= CaseMap =

CaseMap Cloud is a cloud-based relational database software designed to allow law offices to organise evidence.

==Background==
Launched in 1998 as CaseMap, the software was originally written as a Microsoft Access application by an attorney in Florida, who sought to better manage the facts in his cases. It includes database tables (the program's documentation refers to them as spreadsheets) for facts, issues, documents, physical evidence, depositions, pleadings, persons, organizations, places, and other types of the data. The program's documentation refers to these types of data as objects. Using the program involves linking the various sources of evidence (e.g., documents, depositions, and persons) to facts that are relevant in the case, and to the issues to be decided in the case. The facts table can be sorted by date to provide a chronology of the facts.

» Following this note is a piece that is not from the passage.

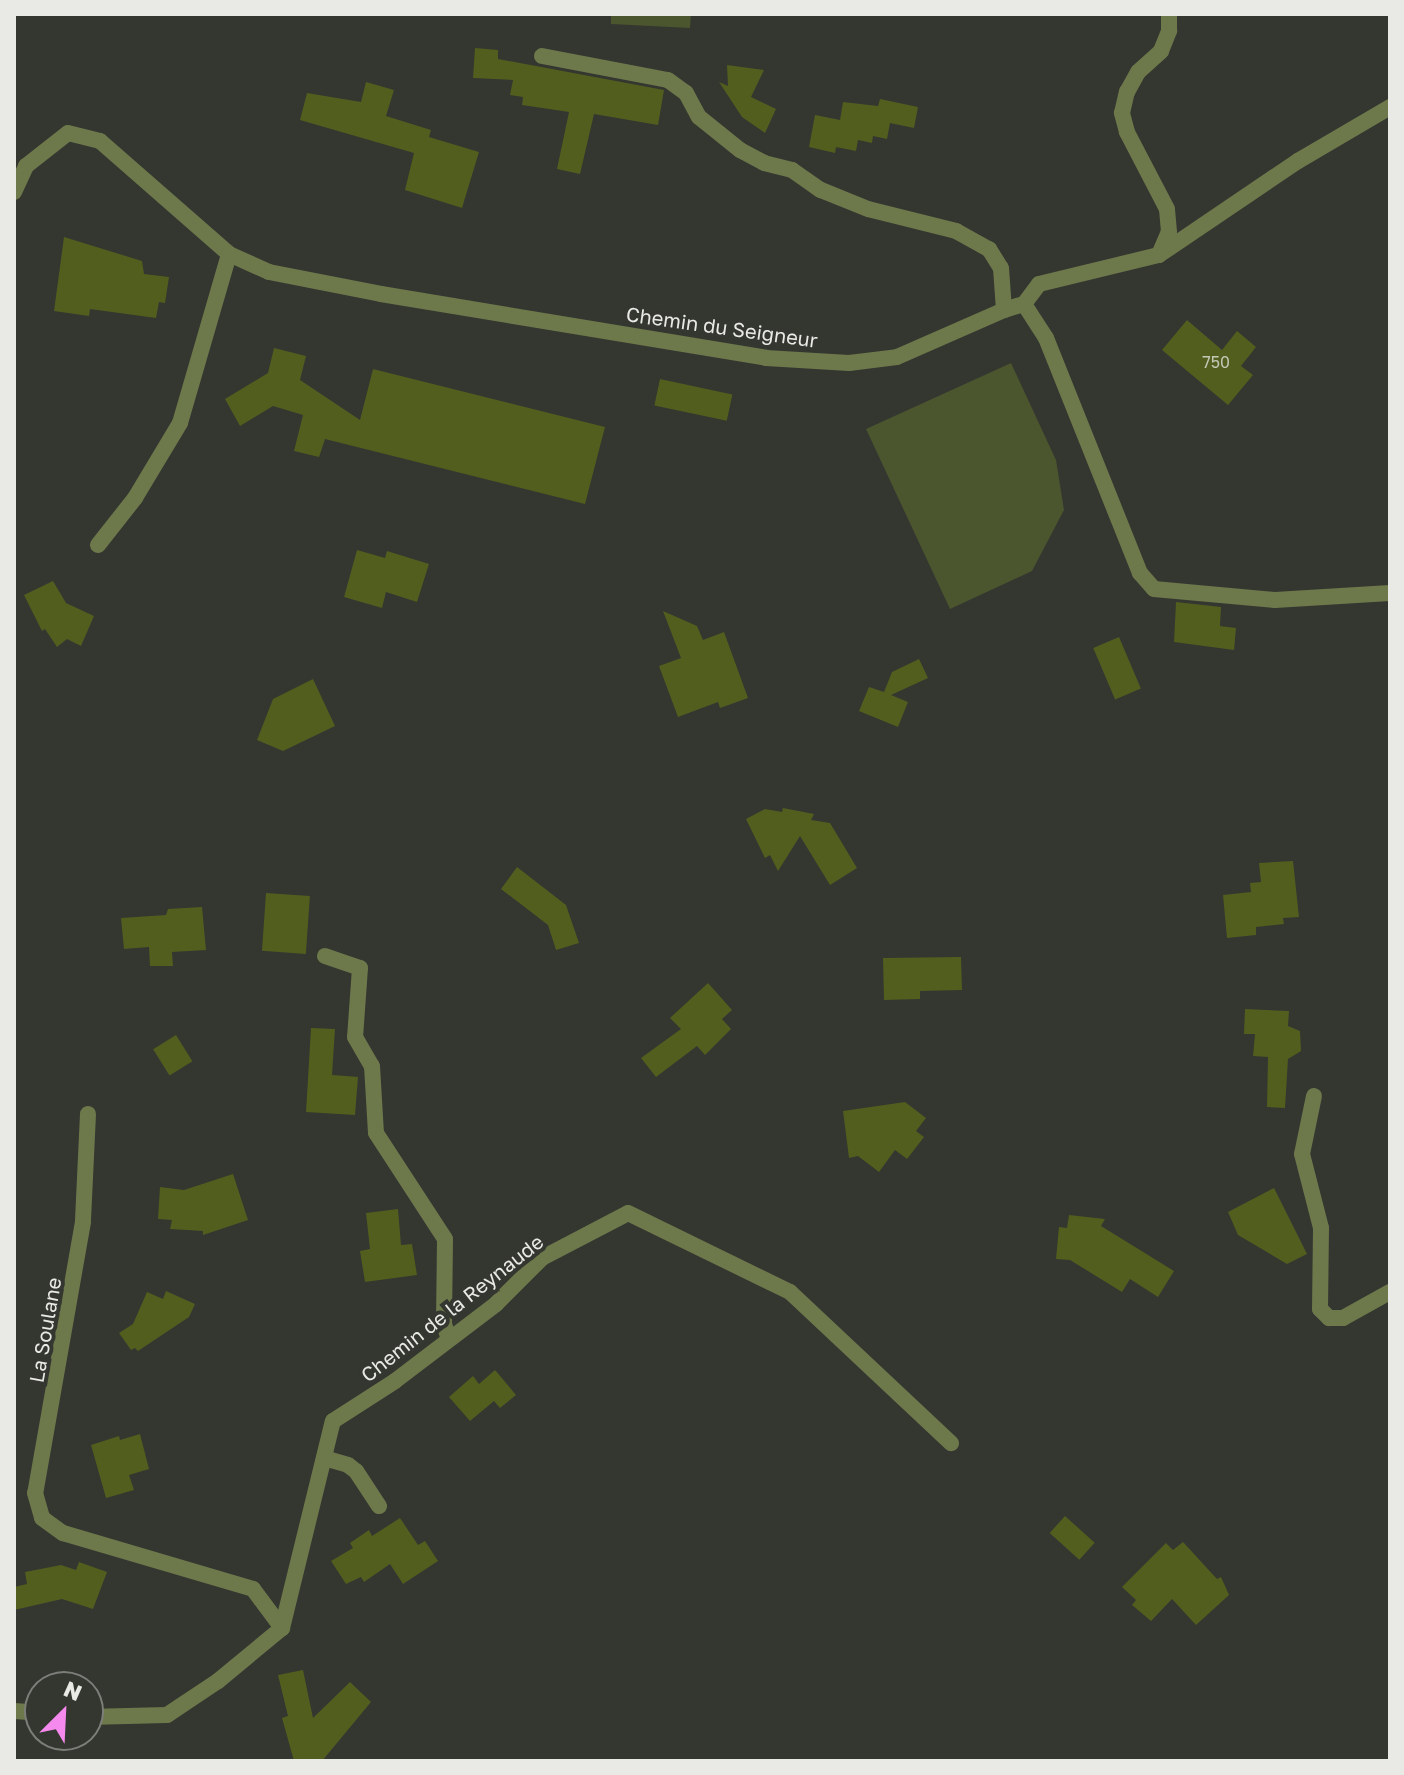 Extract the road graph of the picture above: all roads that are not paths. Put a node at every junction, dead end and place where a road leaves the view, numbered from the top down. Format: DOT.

The use of large volumes of digital evidence and e-discovery in modern litigation has led law offices to increase their use of litigation support programs such as CaseMap.

CaseMap is owned by LexisNexis. The current version is CaseMap Cloud.

Prior to being purchased by LexisNexis, CaseMap was produced by CaseSoft. For a period in the mid 2000s, CaseMap was part of a larger case management solution set referred to as "Best of Breed". The group included CaseMap, Concordance, Synge and Ipro as part of a suite of products for managing litigation document review and fact management.